▼
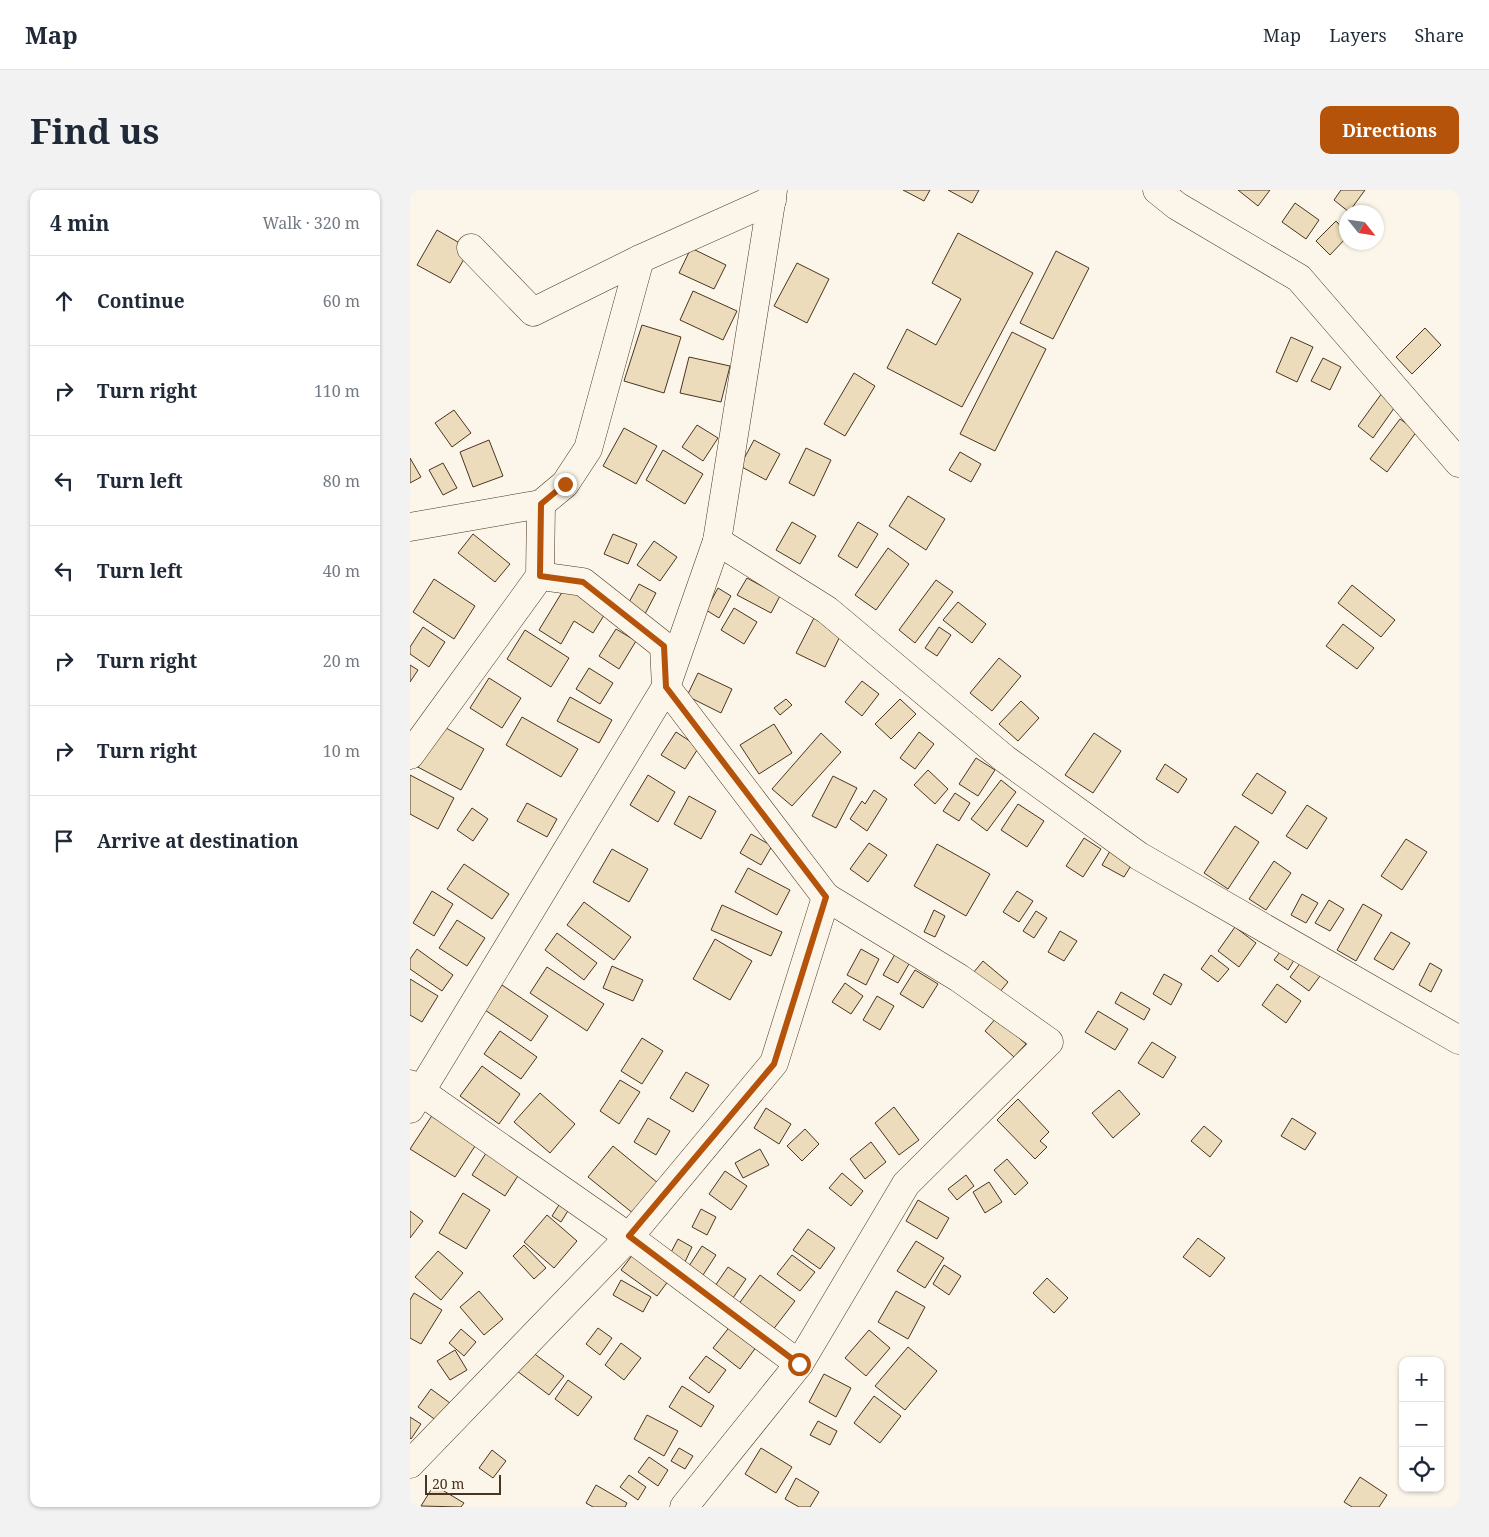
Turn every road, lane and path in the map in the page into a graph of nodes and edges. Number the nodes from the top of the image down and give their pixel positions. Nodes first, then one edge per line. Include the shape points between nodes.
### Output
1 (1157, 190) edge
2 (772, 195) edge
3 (471, 248) dead end
4 (640, 260) junction
5 (1459, 463) edge
6 (541, 504) junction
7 (410, 527) edge
8 (717, 541) junction
9 (540, 576) junction
10 (666, 687) junction
11 (410, 755) edge
12 (826, 897) junction
13 (1459, 1040) edge
14 (414, 1095) edge
15 (629, 1236) junction
16 (799, 1364) junction
17 (410, 1464) edge
18 (684, 1507) edge

1 - 5 street via 1177,206 1299,278
2 - 4 street
2 - 8 street
3 - 4 street via 533,312
4 - 6 street via 588,450 565,484
6 - 7 street
6 - 9 street
8 - 10 street
8 - 13 street via 827,610 1005,759 1139,856
9 - 10 street via 583,582 664,646
9 - 11 street
10 - 12 street
10 - 14 street
12 - 15 street via 774,1064
12 - 16 street via 959,978 1049,1042 906,1184
14 - 15 street
15 - 16 street
15 - 17 street
16 - 18 street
▲
Could you output all the entries above exactly as written, leaving out the pictures?

> **Expected output**:
Turn every road, lane and path in the map in the page into a graph of nodes and edges. Number the nodes from the top of the image down and give their pixel positions. Nodes first, then one edge per line. Include the shape points between nodes.
### Output
1 (1157, 190) edge
2 (772, 195) edge
3 (471, 248) dead end
4 (640, 260) junction
5 (1459, 463) edge
6 (541, 504) junction
7 (410, 527) edge
8 (717, 541) junction
9 (540, 576) junction
10 (666, 687) junction
11 (410, 755) edge
12 (826, 897) junction
13 (1459, 1040) edge
14 (414, 1095) edge
15 (629, 1236) junction
16 (799, 1364) junction
17 (410, 1464) edge
18 (684, 1507) edge

1 - 5 street via 1177,206 1299,278
2 - 4 street
2 - 8 street
3 - 4 street via 533,312
4 - 6 street via 588,450 565,484
6 - 7 street
6 - 9 street
8 - 10 street
8 - 13 street via 827,610 1005,759 1139,856
9 - 10 street via 583,582 664,646
9 - 11 street
10 - 12 street
10 - 14 street
12 - 15 street via 774,1064
12 - 16 street via 959,978 1049,1042 906,1184
14 - 15 street
15 - 16 street
15 - 17 street
16 - 18 street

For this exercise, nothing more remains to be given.